Problem statement: Report each line below that carries the word "highway".

Collected data
# # # #

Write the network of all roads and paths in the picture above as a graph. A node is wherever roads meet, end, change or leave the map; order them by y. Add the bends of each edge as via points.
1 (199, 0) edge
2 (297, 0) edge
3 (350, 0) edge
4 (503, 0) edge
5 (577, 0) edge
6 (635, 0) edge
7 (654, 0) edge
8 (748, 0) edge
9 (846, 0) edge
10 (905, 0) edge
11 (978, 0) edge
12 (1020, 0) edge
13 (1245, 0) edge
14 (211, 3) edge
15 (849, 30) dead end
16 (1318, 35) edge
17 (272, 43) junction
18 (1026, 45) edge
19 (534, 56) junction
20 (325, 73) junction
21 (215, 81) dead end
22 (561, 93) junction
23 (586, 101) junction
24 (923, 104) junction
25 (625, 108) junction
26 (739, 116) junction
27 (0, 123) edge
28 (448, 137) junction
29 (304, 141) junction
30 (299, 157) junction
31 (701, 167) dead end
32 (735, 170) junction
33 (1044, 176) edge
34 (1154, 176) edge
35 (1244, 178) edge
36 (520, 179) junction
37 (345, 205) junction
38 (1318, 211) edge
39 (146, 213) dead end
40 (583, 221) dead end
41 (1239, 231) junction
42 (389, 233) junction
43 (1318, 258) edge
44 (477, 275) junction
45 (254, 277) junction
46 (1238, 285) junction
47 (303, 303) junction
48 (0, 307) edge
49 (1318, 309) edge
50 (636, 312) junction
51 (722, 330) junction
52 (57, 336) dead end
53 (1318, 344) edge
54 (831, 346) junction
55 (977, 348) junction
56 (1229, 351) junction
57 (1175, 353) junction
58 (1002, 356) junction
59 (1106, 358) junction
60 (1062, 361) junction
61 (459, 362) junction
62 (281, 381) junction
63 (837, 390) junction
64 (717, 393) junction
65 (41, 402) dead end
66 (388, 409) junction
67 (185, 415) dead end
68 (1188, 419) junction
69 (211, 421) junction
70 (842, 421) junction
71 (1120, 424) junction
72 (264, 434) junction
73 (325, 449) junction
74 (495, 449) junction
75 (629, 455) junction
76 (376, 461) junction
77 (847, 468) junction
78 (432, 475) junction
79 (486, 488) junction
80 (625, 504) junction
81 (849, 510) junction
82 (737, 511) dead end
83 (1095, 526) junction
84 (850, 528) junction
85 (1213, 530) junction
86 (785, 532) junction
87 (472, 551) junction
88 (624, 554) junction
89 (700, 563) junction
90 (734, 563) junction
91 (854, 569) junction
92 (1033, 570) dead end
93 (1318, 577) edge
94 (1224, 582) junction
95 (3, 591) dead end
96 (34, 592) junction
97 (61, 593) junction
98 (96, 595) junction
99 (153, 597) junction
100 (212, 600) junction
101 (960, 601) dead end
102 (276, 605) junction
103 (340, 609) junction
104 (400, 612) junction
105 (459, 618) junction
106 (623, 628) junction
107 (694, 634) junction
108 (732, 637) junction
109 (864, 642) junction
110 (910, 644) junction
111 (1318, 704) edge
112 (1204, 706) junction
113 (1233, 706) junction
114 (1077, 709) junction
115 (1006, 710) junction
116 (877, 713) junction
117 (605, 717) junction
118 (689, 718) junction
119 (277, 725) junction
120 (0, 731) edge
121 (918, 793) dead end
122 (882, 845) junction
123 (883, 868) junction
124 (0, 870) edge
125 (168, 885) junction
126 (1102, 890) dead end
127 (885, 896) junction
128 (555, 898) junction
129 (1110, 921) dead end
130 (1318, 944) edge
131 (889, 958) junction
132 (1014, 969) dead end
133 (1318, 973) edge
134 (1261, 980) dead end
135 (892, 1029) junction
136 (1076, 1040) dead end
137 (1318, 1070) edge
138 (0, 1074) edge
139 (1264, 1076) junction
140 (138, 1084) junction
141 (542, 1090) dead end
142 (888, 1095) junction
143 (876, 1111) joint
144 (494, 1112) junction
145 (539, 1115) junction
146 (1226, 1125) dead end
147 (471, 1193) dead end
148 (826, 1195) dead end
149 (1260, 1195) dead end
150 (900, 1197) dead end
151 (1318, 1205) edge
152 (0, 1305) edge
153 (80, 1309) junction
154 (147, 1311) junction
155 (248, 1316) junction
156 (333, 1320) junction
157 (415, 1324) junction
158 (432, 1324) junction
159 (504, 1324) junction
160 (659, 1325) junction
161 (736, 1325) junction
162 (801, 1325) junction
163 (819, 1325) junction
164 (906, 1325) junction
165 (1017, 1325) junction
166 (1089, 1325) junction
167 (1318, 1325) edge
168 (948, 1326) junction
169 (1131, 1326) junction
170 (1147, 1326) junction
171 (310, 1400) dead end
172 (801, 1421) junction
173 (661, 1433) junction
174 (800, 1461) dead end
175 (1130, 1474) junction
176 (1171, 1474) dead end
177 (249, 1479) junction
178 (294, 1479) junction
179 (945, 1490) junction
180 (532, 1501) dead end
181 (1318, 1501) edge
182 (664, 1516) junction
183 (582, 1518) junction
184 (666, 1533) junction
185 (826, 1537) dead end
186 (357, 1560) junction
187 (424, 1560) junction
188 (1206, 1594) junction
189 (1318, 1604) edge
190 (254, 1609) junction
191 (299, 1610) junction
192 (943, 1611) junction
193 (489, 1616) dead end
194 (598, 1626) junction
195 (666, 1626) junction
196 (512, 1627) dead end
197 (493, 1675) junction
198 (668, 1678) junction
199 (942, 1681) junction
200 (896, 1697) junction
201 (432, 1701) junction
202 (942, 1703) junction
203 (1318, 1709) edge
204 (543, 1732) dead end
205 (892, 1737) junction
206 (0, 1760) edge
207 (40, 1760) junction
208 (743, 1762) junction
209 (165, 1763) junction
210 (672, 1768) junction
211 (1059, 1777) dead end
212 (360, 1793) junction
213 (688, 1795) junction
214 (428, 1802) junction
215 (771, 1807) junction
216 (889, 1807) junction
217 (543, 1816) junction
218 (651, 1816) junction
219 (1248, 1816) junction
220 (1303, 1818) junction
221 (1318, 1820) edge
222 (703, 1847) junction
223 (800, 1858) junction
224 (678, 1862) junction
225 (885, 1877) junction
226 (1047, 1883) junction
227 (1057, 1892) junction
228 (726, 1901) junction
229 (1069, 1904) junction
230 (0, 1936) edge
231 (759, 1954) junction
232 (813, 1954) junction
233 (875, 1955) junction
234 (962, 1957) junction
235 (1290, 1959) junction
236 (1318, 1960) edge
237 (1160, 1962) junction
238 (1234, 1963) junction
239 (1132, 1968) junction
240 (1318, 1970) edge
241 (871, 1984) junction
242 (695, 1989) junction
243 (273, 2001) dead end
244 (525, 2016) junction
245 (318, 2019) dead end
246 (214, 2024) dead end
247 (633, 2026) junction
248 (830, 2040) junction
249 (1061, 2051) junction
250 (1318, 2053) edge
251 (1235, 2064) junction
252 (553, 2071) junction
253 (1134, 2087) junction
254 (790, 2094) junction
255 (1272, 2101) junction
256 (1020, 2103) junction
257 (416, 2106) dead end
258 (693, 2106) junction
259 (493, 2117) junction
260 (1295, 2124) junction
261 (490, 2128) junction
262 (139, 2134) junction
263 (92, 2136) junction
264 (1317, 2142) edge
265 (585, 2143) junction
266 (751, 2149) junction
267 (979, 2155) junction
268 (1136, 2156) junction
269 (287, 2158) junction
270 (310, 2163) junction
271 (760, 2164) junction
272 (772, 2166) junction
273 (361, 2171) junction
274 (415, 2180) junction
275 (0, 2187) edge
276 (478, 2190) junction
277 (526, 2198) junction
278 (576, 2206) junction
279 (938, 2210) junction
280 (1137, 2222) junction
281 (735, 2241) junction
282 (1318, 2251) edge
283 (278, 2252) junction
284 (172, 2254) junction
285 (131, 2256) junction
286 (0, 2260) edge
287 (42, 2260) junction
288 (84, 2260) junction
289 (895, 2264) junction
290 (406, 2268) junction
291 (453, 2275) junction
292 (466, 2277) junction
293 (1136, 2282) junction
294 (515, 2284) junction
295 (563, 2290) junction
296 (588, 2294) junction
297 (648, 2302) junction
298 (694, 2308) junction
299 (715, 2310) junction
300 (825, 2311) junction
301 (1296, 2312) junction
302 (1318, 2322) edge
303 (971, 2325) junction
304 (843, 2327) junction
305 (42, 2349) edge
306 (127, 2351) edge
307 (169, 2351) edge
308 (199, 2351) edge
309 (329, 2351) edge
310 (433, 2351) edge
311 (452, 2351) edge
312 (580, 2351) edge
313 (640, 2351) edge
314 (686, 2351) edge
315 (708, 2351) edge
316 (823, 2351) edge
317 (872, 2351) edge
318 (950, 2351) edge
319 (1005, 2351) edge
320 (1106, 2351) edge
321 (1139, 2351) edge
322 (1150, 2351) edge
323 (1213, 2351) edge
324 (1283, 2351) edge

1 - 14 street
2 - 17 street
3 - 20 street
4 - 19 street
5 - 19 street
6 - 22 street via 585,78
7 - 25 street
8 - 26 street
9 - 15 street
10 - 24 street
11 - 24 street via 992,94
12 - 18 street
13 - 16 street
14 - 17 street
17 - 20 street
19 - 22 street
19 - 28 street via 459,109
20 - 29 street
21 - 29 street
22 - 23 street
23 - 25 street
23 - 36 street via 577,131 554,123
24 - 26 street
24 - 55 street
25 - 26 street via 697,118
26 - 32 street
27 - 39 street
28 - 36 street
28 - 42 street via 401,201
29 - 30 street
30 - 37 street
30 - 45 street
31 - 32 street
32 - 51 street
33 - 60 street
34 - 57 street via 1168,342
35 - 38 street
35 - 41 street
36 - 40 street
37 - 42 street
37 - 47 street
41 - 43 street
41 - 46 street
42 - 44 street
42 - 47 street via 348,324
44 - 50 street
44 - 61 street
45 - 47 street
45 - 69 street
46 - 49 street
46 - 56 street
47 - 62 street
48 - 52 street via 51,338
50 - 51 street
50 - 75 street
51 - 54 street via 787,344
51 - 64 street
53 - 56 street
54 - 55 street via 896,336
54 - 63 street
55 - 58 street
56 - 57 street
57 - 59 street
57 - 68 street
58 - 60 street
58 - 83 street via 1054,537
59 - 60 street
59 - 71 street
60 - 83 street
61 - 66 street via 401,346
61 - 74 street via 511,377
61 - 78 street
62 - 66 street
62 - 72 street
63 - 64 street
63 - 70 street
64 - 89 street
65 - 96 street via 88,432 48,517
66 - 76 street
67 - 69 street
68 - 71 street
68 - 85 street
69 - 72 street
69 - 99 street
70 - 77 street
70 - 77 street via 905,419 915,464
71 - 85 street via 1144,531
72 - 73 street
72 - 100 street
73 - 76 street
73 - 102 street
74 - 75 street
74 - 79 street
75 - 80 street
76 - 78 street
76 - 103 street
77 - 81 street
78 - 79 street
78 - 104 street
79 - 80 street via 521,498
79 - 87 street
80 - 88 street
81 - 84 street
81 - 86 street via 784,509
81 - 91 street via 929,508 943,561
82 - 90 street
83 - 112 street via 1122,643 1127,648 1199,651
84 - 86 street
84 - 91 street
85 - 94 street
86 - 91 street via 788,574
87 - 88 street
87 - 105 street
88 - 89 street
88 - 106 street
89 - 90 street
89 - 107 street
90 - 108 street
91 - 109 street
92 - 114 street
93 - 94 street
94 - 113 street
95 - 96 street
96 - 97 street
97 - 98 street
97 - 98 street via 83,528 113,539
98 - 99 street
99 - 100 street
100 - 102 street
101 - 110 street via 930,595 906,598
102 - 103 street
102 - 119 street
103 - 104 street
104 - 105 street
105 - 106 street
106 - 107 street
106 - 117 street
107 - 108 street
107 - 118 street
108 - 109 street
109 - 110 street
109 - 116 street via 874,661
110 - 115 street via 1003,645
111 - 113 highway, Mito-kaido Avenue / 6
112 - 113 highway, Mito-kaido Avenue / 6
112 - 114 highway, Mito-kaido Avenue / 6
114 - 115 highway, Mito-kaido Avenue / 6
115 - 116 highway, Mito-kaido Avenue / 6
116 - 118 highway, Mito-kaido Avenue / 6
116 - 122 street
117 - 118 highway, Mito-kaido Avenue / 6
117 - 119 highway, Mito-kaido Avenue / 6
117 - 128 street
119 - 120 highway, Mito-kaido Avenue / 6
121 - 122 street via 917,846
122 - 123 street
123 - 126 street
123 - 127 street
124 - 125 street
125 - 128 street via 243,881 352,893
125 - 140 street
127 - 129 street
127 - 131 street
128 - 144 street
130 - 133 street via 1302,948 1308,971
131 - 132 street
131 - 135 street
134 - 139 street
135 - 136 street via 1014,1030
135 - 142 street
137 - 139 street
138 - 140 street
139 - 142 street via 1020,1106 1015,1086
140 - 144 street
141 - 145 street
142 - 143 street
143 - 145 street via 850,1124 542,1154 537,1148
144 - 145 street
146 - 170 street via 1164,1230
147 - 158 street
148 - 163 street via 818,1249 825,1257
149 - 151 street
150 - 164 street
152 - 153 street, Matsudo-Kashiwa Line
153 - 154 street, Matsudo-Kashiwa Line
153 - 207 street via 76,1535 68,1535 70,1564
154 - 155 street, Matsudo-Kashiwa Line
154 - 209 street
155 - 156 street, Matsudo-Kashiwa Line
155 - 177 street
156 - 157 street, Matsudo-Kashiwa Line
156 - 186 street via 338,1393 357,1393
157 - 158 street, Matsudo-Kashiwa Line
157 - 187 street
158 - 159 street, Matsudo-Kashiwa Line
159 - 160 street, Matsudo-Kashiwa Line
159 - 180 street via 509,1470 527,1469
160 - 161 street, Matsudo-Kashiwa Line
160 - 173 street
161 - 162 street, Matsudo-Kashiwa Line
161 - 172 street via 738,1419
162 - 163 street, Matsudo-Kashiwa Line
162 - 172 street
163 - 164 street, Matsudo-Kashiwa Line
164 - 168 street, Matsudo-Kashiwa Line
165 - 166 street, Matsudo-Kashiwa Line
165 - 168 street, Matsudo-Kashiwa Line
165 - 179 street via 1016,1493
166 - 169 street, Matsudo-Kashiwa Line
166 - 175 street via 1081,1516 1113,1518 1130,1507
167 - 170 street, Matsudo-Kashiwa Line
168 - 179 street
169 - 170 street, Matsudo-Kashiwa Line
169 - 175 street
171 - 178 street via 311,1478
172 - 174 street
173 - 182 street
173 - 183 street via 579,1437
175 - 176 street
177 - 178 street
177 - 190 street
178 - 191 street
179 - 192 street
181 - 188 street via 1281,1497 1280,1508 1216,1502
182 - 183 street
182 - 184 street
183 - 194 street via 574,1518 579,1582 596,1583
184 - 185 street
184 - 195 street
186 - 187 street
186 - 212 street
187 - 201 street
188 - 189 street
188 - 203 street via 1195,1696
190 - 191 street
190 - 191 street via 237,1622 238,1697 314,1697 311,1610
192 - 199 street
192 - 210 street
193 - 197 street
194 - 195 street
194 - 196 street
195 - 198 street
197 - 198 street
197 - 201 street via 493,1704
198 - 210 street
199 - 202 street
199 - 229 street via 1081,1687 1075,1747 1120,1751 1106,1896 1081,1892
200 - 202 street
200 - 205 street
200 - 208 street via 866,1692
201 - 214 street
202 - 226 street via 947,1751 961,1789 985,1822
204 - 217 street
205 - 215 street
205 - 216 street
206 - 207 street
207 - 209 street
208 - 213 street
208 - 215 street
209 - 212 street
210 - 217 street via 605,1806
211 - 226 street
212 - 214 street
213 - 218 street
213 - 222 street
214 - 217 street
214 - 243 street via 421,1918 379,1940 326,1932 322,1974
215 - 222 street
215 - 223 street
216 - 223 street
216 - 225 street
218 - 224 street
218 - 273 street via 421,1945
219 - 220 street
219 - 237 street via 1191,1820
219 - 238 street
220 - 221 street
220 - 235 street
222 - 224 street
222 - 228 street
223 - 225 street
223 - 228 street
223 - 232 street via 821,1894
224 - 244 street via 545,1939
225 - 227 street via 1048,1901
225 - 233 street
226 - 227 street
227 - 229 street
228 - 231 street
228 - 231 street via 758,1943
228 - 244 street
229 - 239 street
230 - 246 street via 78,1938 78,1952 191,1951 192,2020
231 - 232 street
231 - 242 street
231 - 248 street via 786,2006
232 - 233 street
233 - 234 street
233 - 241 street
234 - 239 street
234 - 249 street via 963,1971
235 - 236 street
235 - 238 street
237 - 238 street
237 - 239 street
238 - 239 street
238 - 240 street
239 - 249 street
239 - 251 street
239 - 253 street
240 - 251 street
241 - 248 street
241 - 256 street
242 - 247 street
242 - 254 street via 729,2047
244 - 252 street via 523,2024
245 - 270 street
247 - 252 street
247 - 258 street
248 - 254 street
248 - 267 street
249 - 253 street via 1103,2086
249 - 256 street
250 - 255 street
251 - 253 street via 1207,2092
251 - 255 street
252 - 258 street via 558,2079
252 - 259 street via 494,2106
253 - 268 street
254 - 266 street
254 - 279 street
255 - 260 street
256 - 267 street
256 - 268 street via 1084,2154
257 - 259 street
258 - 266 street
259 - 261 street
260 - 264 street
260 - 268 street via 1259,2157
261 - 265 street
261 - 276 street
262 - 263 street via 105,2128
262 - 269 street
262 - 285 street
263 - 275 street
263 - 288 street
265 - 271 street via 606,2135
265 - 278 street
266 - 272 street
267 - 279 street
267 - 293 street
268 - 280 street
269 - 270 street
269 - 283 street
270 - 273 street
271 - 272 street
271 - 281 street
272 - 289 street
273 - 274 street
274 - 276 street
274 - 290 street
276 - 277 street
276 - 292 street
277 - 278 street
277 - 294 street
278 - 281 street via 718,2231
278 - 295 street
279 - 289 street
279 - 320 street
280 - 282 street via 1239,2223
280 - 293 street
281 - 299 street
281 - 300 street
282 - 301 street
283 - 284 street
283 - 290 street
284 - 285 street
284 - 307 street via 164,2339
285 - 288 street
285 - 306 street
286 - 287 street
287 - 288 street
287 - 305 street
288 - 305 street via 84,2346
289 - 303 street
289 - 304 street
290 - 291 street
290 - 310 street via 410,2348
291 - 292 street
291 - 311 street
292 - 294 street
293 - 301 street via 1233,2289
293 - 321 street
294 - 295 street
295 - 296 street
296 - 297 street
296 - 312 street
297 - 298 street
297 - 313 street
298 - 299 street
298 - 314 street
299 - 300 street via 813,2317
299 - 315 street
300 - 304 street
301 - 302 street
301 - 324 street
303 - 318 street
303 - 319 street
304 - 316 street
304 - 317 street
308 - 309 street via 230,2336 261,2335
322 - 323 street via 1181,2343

# # # #

Output of the task:
111 - 113 highway, Mito-kaido Avenue / 6
112 - 113 highway, Mito-kaido Avenue / 6
112 - 114 highway, Mito-kaido Avenue / 6
114 - 115 highway, Mito-kaido Avenue / 6
115 - 116 highway, Mito-kaido Avenue / 6
116 - 118 highway, Mito-kaido Avenue / 6
117 - 118 highway, Mito-kaido Avenue / 6
117 - 119 highway, Mito-kaido Avenue / 6
119 - 120 highway, Mito-kaido Avenue / 6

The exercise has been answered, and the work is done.